When I saw Quirk Box for the first time at Lakme Fashion Week a couple of years ago, I was really excited by their wearable prints in pop colours and a touch of desi that made them the perfect addition to a young professional’s wardrobe. In the next season, they moved into geometric prints, played around with the theme of love, and introduced light fixtures and home accessories as an extension of the collection. You could see a growth in the label, with evolved construction and an innovative use of design.

Quirk Box is the two-person team  Jayesh Sachdev and Rixi Bhatia, and Sachdev is quite a dapper man. If you follow him on Instagram, you will see that he is an avid traveller, an excitable beach bum and often uploads personal artwork that might not have anything to do with fashion or his brand. “I don’t think of myself as a fashion designer. I am an artist,” Sachdev states during our chat.

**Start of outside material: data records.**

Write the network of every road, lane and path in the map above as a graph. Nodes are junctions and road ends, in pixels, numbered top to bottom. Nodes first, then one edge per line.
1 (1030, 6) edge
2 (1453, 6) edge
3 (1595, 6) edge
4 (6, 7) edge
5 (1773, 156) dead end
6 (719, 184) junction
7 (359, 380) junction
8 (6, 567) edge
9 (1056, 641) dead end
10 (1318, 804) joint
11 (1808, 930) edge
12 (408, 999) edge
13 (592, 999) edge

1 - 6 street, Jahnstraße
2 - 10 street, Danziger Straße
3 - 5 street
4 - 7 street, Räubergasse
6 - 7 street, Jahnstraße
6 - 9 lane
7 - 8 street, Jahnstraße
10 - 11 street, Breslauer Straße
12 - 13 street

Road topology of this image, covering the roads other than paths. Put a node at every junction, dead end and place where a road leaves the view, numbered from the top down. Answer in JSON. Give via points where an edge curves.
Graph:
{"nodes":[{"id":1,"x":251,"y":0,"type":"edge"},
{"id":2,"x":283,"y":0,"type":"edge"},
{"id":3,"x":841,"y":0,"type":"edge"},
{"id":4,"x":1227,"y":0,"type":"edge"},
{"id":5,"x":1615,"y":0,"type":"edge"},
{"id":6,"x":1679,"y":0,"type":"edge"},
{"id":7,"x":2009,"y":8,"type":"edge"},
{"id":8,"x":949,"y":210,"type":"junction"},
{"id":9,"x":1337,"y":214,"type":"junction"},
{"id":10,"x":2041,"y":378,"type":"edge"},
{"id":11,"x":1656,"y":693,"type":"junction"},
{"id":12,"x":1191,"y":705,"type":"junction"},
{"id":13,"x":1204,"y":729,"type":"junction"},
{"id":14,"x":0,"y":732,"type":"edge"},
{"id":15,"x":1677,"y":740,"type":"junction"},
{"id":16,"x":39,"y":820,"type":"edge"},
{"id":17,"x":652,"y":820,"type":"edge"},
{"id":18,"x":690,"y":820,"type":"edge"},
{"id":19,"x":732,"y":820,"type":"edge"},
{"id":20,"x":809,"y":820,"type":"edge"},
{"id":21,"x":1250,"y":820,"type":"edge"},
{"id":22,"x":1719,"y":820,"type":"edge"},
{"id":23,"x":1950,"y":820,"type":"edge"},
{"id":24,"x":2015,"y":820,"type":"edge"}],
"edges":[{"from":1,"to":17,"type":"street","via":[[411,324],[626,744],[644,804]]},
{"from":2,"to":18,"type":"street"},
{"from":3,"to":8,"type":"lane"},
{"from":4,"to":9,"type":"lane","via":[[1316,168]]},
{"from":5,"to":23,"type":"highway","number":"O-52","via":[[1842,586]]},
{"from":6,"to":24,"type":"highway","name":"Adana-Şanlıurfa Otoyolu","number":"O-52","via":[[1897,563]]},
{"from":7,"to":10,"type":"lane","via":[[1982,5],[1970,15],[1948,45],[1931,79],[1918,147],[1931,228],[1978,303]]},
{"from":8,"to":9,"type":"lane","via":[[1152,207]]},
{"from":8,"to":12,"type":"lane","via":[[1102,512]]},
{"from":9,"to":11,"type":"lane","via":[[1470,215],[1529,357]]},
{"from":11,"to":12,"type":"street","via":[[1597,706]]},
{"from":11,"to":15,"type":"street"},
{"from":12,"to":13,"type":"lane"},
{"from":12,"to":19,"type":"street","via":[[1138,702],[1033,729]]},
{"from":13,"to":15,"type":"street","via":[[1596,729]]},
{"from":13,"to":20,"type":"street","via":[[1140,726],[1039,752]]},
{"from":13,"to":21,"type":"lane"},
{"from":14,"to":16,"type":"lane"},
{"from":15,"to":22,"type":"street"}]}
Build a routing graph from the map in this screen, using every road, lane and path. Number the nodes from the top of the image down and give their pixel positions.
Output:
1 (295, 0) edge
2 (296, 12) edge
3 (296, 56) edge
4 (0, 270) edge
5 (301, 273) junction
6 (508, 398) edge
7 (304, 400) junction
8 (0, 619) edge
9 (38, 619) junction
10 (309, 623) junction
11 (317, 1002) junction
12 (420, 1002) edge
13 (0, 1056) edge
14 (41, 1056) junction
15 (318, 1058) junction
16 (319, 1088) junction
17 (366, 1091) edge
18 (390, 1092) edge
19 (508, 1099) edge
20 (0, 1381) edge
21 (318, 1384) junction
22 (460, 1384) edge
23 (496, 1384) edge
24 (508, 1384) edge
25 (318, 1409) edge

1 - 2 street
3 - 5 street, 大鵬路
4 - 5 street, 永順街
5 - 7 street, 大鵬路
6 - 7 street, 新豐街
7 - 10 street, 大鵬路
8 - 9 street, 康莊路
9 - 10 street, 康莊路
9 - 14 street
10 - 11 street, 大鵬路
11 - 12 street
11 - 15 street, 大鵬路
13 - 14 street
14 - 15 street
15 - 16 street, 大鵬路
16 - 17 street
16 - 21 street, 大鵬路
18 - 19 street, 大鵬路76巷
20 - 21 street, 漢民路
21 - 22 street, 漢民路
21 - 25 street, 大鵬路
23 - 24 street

“Quirk Box is an art label. We sell art through fashion. The idea of Quirk Box started from the simple concept of providing art to the consumer, by changing the medium of a canvas to a fabric that stitched into a drape as a garment. We make functional art.” As a label, over seasons, Quirk Box has moved from prints to interesting embroidery. Their Love collection had beautiful raw silk bundis for men, with red geometric hearts embroidered on them — stately, yet fun and casual. With every passing year, the label is slowly being able to strike that important balance. Jayesh agrees that they are growing up. “Quirk Box has evolved since its inception. Both Rixi and I have evolved as artists and designers. Our creations are a reflection, often of ourselves, and this evolution of us as individuals reflects in the label, the art and the fashion. There is an inherent whimsical side to the art and concepts we present, but we are experimenting with silhouettes, fabrics, embroidery and surface texture now.”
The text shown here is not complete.